“ N atale a casa propria”, dice il ministro Francesco Boccia, e così sarà dopo la lunga e complicata gestazione dei provvedimenti del governo per le feste: Natale blindato e festività regolate con il semaforo. Ma stavolta sarà un semaforo un po' particolare, a sole due luci, perché il verde non scatterà per nessuno: arancione o rosso per tutti, fino a Natale.

Oggi non vogliamo commentare il merito di queste decisioni (a lungo attese) con il tono recriminatorio di chi si fa prendere dal mal di pancia contro i divieti. Ma piuttosto lo facciamo con il legittimo fastidio che si trova di fronte ai tanti tira-e-molla, ai braccio di ferro che lasciano tutti nell'incertezza, alle chiusure e alle norme contrattate per interesse politico nei Consigli dei ministri. L'epidemiologia non può diventare un tema di confronto politico, il pasto di Natale non può dipendere dal rimpasto di governo, ciò che si fa non può dipendere dal momento di forza (o debolezza) di una coalizione.

Stupisce dunque che in questo braccio di ferro tra falchi e colombe nella maggioranza (hanno vinto i falchi: Dario Franceschini, Roberto Speranza e lo stesso Boccia) a finire in minoranza sia stato Giuseppe Conte, e a prevalere la linea del Comitato tecnico scientifico. Dopo la seconda ondata, infatti, non c'è più nulla di imprevedibile in questa epidemia: non i contagi, calcolati ormai con buona approssimazione dai modelli matematici. E nemmeno i malati - purtroppo - che sono ormai una funzione diretta della diffusione dell'epidemia.

T uttavia abbiamo il diritto di interrogarci - ed esigere delle risposte - sui morti, che in Italia sono mille per ogni milione, mentre in Germania - per esempio - sono solo duecento per milione di abitanti. Se l'Italia ha il più alto tasso di mortalità d'Europa dopo il Belgio, abbiamo il dovere di chiedere perché alle autorità (prima di tutto quello sanitarie) che stanno governando questa crisi. Se siamo l'ultimo Paese che inizia a vaccinarsi, ci possono essere mille motivazioni, ma è necesssrio che almeno ci dicano quali sono. John Kenneth Galbraith diceva - e aveva di certo ragione - che «la politica è la scelta fra il disastroso e lo spiacevole». Ma il semaforo a due colori ci fa tornare alle serissime domande di questi mesi.
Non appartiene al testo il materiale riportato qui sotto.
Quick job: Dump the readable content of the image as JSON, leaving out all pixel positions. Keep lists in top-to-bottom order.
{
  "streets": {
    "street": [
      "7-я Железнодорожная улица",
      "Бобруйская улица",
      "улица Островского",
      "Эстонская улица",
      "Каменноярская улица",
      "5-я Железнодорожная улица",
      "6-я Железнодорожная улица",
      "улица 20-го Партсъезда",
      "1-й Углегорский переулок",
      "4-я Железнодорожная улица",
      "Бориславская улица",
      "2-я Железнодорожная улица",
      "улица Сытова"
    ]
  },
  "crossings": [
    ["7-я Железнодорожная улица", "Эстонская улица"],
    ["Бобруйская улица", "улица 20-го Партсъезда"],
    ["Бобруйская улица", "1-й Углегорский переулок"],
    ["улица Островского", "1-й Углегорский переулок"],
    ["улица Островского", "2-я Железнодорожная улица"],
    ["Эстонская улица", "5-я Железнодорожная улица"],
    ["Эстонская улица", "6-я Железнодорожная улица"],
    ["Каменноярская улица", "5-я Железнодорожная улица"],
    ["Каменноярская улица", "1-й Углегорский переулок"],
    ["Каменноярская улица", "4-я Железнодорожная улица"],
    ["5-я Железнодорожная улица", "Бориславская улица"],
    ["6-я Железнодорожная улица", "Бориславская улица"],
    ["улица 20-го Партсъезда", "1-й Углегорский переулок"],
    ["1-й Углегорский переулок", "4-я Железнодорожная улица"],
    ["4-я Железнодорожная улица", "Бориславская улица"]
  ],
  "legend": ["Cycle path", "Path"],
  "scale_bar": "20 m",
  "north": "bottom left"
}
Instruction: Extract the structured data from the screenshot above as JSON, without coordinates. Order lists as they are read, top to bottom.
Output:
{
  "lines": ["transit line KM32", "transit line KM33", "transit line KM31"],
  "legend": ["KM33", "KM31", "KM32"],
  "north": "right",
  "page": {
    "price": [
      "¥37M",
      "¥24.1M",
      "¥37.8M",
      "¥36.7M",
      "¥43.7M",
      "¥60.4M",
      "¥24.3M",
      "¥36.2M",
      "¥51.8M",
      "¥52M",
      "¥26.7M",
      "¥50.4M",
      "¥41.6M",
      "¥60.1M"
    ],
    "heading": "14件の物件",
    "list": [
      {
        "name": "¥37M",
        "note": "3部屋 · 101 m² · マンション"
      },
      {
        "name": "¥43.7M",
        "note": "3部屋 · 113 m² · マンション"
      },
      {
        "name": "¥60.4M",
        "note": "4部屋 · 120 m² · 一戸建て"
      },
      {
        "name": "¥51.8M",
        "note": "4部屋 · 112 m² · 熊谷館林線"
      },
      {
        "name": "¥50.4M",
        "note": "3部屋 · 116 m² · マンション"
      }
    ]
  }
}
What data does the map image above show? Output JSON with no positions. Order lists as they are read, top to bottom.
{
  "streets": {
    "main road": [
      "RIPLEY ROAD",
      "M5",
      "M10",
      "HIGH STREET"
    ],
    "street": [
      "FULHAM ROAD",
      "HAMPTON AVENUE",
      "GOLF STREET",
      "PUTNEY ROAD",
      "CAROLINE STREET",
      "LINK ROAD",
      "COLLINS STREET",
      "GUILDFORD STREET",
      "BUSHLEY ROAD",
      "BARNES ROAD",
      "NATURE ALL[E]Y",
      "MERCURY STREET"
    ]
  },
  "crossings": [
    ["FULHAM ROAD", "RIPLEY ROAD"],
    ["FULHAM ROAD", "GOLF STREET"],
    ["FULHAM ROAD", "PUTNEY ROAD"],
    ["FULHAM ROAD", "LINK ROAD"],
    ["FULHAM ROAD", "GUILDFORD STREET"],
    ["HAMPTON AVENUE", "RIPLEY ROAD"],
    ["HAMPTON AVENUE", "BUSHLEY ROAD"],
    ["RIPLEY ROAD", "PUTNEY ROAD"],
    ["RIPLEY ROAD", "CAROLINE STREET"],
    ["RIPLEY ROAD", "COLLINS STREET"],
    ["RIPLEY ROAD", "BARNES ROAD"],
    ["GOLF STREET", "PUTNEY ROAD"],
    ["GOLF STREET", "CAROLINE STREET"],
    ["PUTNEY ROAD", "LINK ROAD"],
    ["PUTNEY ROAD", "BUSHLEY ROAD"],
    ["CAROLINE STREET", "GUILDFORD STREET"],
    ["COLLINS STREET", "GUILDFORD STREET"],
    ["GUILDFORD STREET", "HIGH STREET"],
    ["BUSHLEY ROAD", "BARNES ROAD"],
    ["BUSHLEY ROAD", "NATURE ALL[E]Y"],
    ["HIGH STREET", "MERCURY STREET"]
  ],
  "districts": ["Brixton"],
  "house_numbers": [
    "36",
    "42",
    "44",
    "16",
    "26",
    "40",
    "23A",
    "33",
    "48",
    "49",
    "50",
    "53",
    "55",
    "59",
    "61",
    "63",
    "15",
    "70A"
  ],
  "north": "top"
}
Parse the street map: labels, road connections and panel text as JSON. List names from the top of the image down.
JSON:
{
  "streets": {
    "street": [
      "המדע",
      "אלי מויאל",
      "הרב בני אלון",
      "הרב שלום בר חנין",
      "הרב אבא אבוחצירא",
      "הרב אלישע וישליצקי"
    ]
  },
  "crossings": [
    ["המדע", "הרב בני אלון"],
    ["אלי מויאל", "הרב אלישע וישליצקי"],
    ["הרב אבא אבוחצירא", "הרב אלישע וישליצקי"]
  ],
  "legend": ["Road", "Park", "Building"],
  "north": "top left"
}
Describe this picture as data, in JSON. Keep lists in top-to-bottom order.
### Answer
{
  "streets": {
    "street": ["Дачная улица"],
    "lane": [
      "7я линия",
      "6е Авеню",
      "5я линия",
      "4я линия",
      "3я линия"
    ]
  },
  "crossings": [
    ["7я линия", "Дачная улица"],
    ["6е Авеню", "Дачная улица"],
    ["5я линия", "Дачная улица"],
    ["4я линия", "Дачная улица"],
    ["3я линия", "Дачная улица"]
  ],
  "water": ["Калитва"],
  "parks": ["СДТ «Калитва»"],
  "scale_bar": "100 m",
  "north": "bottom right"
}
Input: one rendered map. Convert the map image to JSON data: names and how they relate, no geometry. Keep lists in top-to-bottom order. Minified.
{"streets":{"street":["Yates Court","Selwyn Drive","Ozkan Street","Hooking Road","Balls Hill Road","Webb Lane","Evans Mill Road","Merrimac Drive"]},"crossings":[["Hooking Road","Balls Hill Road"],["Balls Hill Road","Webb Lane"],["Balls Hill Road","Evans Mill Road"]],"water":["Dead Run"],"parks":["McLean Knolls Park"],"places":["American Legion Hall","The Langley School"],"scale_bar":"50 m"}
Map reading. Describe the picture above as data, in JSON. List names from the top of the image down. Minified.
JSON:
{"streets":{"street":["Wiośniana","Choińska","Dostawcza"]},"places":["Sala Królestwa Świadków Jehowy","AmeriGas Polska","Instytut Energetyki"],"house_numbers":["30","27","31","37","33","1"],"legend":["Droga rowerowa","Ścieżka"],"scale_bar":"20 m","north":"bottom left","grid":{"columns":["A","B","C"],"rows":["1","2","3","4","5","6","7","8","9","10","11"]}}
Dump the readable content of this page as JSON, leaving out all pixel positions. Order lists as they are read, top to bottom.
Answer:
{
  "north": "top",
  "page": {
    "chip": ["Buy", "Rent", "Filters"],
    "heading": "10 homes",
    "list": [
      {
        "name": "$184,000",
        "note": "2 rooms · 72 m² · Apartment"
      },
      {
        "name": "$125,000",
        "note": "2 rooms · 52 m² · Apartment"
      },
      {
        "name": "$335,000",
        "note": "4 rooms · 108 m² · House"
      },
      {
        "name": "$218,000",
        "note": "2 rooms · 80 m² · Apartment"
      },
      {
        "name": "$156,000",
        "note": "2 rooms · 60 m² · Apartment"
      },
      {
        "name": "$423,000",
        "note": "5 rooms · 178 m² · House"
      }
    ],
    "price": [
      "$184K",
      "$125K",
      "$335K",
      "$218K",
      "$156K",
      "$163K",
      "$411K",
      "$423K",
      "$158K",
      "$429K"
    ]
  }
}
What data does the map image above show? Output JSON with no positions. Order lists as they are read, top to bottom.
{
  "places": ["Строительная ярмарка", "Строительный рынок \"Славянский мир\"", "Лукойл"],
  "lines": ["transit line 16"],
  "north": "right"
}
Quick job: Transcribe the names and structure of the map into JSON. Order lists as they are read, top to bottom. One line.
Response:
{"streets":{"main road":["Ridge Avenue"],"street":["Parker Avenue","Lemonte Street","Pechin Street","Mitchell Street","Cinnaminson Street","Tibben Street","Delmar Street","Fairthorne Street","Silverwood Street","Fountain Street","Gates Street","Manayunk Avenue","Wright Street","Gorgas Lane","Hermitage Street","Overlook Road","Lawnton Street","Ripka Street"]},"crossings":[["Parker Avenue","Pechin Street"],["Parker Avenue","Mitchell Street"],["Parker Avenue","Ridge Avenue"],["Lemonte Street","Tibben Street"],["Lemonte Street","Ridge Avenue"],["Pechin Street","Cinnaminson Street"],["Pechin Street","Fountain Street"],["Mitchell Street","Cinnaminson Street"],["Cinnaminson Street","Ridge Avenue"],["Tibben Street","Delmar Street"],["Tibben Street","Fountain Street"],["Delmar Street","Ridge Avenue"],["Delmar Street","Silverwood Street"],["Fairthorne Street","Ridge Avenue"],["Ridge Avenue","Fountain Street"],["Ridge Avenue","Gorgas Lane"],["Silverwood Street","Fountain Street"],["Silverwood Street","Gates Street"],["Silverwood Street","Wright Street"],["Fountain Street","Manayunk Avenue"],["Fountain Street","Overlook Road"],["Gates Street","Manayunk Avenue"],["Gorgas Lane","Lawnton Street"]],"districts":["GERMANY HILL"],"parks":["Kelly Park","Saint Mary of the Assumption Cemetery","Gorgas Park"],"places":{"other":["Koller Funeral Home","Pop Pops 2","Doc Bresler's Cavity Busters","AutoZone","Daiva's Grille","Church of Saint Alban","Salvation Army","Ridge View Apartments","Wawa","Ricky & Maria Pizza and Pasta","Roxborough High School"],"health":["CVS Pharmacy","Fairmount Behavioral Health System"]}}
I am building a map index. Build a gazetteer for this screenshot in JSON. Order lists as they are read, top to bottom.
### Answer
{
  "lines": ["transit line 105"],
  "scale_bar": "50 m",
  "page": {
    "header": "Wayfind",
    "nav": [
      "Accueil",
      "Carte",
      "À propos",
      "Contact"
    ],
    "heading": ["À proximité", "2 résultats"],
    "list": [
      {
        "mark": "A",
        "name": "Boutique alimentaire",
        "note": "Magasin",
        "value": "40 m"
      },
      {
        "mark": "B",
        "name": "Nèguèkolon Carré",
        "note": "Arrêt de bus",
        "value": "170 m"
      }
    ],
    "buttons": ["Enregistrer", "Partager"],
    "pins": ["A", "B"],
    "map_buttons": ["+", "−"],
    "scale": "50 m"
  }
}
Quelle già note - ad esempio - sulla stranezza di disposizioni indifferenziate che prescindono dai tassi di contagio regionale. Ha senso adottare le stesse misure in Lombardia (con 2744 contagiati) che in Sardegna (con 285 nuovi casi), in Veneto (al momento in emergenza) che in Umbria (con soli 142 nuovi casi)? Dal punto di vista epidemiologico l'Italia è divisa in aree totalmente diversi, e forse il semaforo uguale per tutti fa perdere il vantaggio accumulato nella fase delle regioni a colori, anche a costo di sacrifici.

Ancora più paradossali sembrano le nuove trovate, come il vincolo anagrafico per i figli “fuori quota” ammessi a tavola: sì ai quattordicenni, no ai diciottenni. Come se una famiglia potesse decidere suoi propri certificati di nascita. Infine i ristori: se si apre e chiude a questa velocità, dovrebbero essere decisi con pari tempismo.

Il Natale con il semaforo si può anche fare. Ma un semaforo che è sempre rosso diventa come un orologio rotto. Segna l'ora giusta, ma solo due volte al giorno.